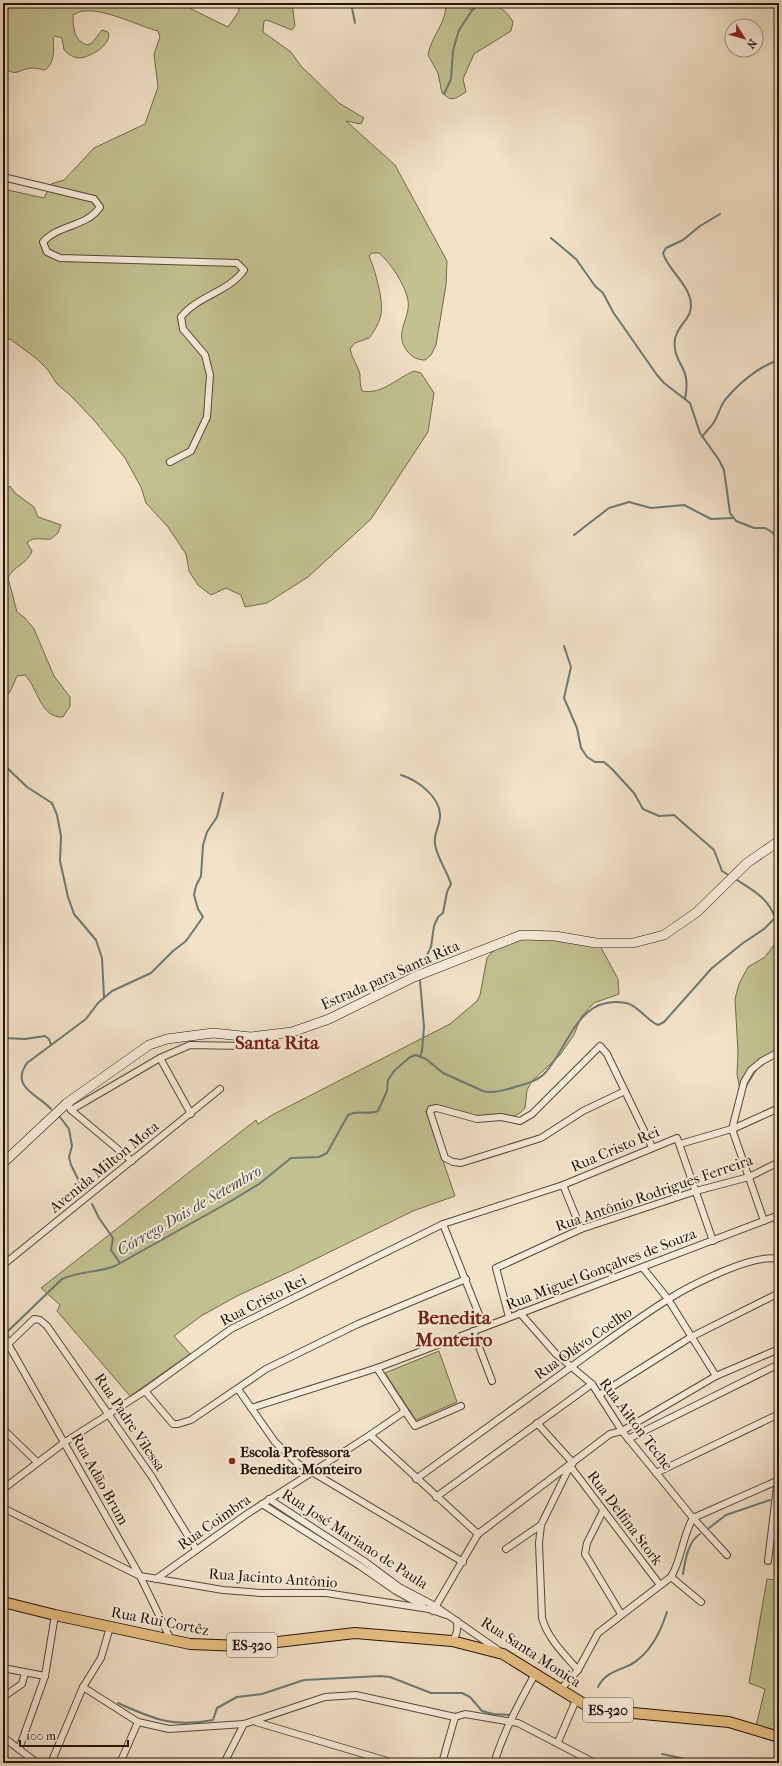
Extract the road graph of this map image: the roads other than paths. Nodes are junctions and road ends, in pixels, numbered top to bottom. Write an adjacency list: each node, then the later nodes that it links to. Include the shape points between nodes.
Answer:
1 (3, 177): 2 (street, via 94,199 100,207 95,216 50,234 43,242 47,252 60,258 237,263 244,270 238,279 187,309 181,317 183,329 205,355 210,376 207,417 191,450)
2 (170, 462)
3 (779, 841): 4 (main road, Estrada para Santa Rita, via 747,863 697,912 664,935 633,943 596,944 555,936 521,935 414,977 329,1019 292,1032)
4 (251, 1036): 6 (street, via 244,1046 190,1045); 9 (main road, Estrada para Santa Rita, via 213,1033 167,1039 149,1045)
5 (779, 1052): 12 (street, via 751,1070 744,1082)
6 (160, 1058): 9 (street); 11 (street)
7 (220, 1089): 11 (street, Avenida Milton Mota)
8 (625, 1092): 8 (street, via 607,1054 600,1046 532,1114 520,1121 502,1117 478,1119 437,1108 430,1112 446,1158 461,1163 541,1138 583,1111); 14 (street)
9 (69, 1107): 15 (street); 17 (main road, Estrada para Santa Rita)
10 (779, 1108): 12 (street, Rua Cristo Rei)
11 (190, 1114): 15 (street, Avenida Milton Mota)
12 (732, 1129): 13 (street, Rua Cristo Rei); 18 (street)
13 (678, 1141): 14 (street, Rua Cristo Rei); 20 (street)
14 (652, 1147): 19 (street, Rua Cristo Rei)
15 (132, 1161): 27 (street, Avenida Milton Mota)
16 (779, 1162): 18 (street, Rua Antônio Rodrigues Ferreira)
17 (3, 1163)
18 (748, 1176): 20 (street, Rua Antônio Rodrigues Ferreira); 22 (street)
19 (564, 1185): 23 (street, Rua Cristo Rei); 24 (street, Rua Cristo Rei)
20 (696, 1191): 24 (street, Rua Antônio Rodrigues Ferreira); 25 (street)
21 (779, 1215): 22 (street, Rua Miguel Gonçalves de Souza)
22 (764, 1221): 25 (street, Rua Miguel Gonçalves de Souza)
23 (443, 1224): 29 (street); 48 (street, Rua Cristo Rei, via 231,1328)
24 (581, 1229): 33 (street, Rua Antônio Rodrigues Ferreira, via 496,1268)
25 (713, 1241): 28 (street, Rua Miguel Gonçalves de Souza)
26 (779, 1259): 31 (street, Rua Olávo Coelho, via 753,1260)
27 (3, 1265)
28 (643, 1268): 31 (street); 32 (street, Rua Miguel Gonçalves de Souza)
29 (466, 1279): 34 (street); 47 (street, via 358,1324 266,1369)
30 (779, 1293): 37 (street)
31 (668, 1300): 37 (street); 42 (street, Rua Olávo Coelho)
32 (520, 1313): 33 (street, Rua Miguel Gonçalves de Souza); 42 (street, Rua Ailton Teche)
33 (509, 1317): 34 (street, Rua Miguel Gonçalves de Souza)
34 (484, 1326): 36 (street, Rua Miguel Gonçalves de Souza)
35 (3, 1332): 38 (street, Rua Adão Brum)
36 (473, 1332): 43 (street, Rua Miguel Gonçalves de Souza); 45 (street)
37 (691, 1337): 44 (street); 49 (street)
38 (8, 1342): 39 (street); 53 (street, Rua Padre Vilessa, via 34,1319 40,1320 47,1326); 60 (street, Rua Adão Brum)
39 (3, 1349)
40 (779, 1349): 44 (street)
41 (779, 1364): 59 (street)
42 (571, 1367): 46 (street, Rua Ailton Teche); 66 (street, Rua Olávo Coelho)
43 (376, 1368): 51 (street, Rua Miguel Gonçalves de Souza); 52 (street)
44 (716, 1376): 57 (street)
45 (492, 1381)
46 (592, 1384): 49 (street, Rua Ailton Teche); 55 (street)
47 (238, 1389): 48 (street, via 191,1420 178,1424 173,1424); 51 (street)
48 (145, 1391): 53 (street, Rua Cristo Rei)
49 (599, 1395): 57 (street, Rua Ailton Teche)
50 (461, 1406): 52 (street, via 415,1426)
51 (251, 1408): 64 (street, via 287,1455)
52 (405, 1411): 58 (street, Rua Coimbra)
53 (108, 1413): 60 (street, Rua Cristo Rei); 78 (street, Rua Padre Vilessa, via 152,1477)
54 (779, 1414): 65 (street)
55 (537, 1423): 62 (street, Rua Delfina Stork); 69 (street)
56 (3, 1429): 61 (street)
57 (622, 1431): 59 (street, Rua Ailton Teche); 62 (street, via 610,1434)
58 (370, 1435): 64 (street, Rua Coimbra); 66 (street)
59 (628, 1439): 65 (street, Rua Ailton Teche)
60 (65, 1442): 61 (street, Rua Cristo Rei); 83 (street, Rua Adão Brum)
61 (37, 1462): 68 (street, Rua Cristo Rei)
62 (572, 1465): 73 (street, Rua Delfina Stork); 75 (street); 77 (street)
63 (779, 1470): 67 (street)
64 (312, 1471): 70 (street, Rua Coimbra); 82 (street)
65 (656, 1473): 74 (street, Rua Ailton Teche)
66 (416, 1479): 69 (street)
67 (778, 1481): 74 (street); 81 (street)
68 (3, 1489)
69 (436, 1497): 77 (street)
70 (269, 1499): 71 (street, Rua Coimbra); 76 (street, Rua José Mariano de Paula)
71 (262, 1504): 76 (street, Rua José Mariano de Paula); 78 (street, Rua Coimbra)
72 (3, 1508): 83 (street, Rua Jacinto Antônio)
73 (603, 1511): 86 (street, Rua Delfina Stork); 92 (street, via 586,1543 585,1554)
74 (694, 1518): 80 (street, Rua Ailton Teche); 84 (street, via 680,1550 678,1566)
75 (541, 1525): 79 (street); 101 (street, via 539,1543 542,1618 551,1640)
76 (306, 1528): 87 (street, Rua José Mariano de Paula, via 362,1563)
77 (478, 1534): 82 (street)
78 (196, 1549): 85 (street, Rua Coimbra)
79 (506, 1549)
80 (728, 1555)
81 (768, 1561)
82 (463, 1562): 91 (street)
83 (140, 1576): 85 (street, Rua Jacinto Antônio); 97 (street, Rua Adão Brum)
84 (671, 1577): 86 (street); 90 (street)
85 (156, 1579): 89 (street, Rua Jacinto Antônio, via 223,1590 326,1593)
86 (660, 1585): 92 (street)
87 (397, 1589): 89 (street); 91 (street, Rua José Mariano de Paula)
88 (3, 1602): 94 (main road, Rua Rui Cortêz / ES-320)
89 (390, 1602): 91 (street, Rua Jacinto Antônio)
90 (701, 1602)
91 (432, 1608): 93 (street, Rua Jacinto Antônio)
92 (621, 1614): 101 (street, via 598,1633)
93 (446, 1615): 95 (street, Rua Santa Monica)
94 (55, 1616): 96 (main road, Rua Rui Cortêz / ES-320); 104 (street)
95 (457, 1621): 98 (street, Rua Santa Monica, via 458,1628); 99 (street, Rua Santa Monica)
96 (110, 1627): 97 (main road, Rua Rui Cortêz / ES-320); 105 (street, via 101,1658)
97 (171, 1640): 98 (main road, Rua Rui Cortêz / ES-320, via 213,1646 243,1646 355,1633)
98 (452, 1642): 99 (main road, Rua Rui Cortêz / ES-320)
99 (503, 1654): 103 (main road, Rua Santa Monica / ES-320)
100 (3, 1668): 102 (street)
101 (578, 1670): 106 (street)
102 (25, 1673): 104 (street); 107 (street, via 22,1684)
103 (535, 1674): 106 (main road, Rua Santa Monica / ES-320); 112 (street)
104 (44, 1676): 117 (street)
105 (83, 1687): 110 (street); 119 (street)
106 (560, 1690): 108 (main road, Rua Santa Monica / ES-320)
107 (3, 1697)
108 (576, 1700): 115 (main road, Rua Santa Monica / ES-320, via 601,1710 729,1722); 116 (street)
109 (455, 1717): 111 (street, via 356,1696 325,1697); 112 (street, via 465,1714); 123 (street)
110 (138, 1722): 113 (street, via 169,1729); 120 (street)
111 (256, 1722): 113 (street); 122 (street)
112 (509, 1722): 116 (street, via 518,1723); 124 (street, via 501,1738)
113 (244, 1724): 121 (street)
114 (3, 1737): 117 (street)
115 (779, 1737)
116 (558, 1742): 125 (street)
117 (19, 1749): 118 (street)
118 (37, 1763)
119 (51, 1763)
120 (120, 1763)
121 (224, 1763)
122 (394, 1763)
123 (442, 1763)
124 (494, 1763)
125 (595, 1763)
——
_ASSIGNED TASK_
Across the records above, return every line that contains the word "Stork".

_OUTPUT OF THE TASK_
55 (537, 1423): 62 (street, Rua Delfina Stork); 69 (street)
62 (572, 1465): 73 (street, Rua Delfina Stork); 75 (street); 77 (street)
73 (603, 1511): 86 (street, Rua Delfina Stork); 92 (street, via 586,1543 585,1554)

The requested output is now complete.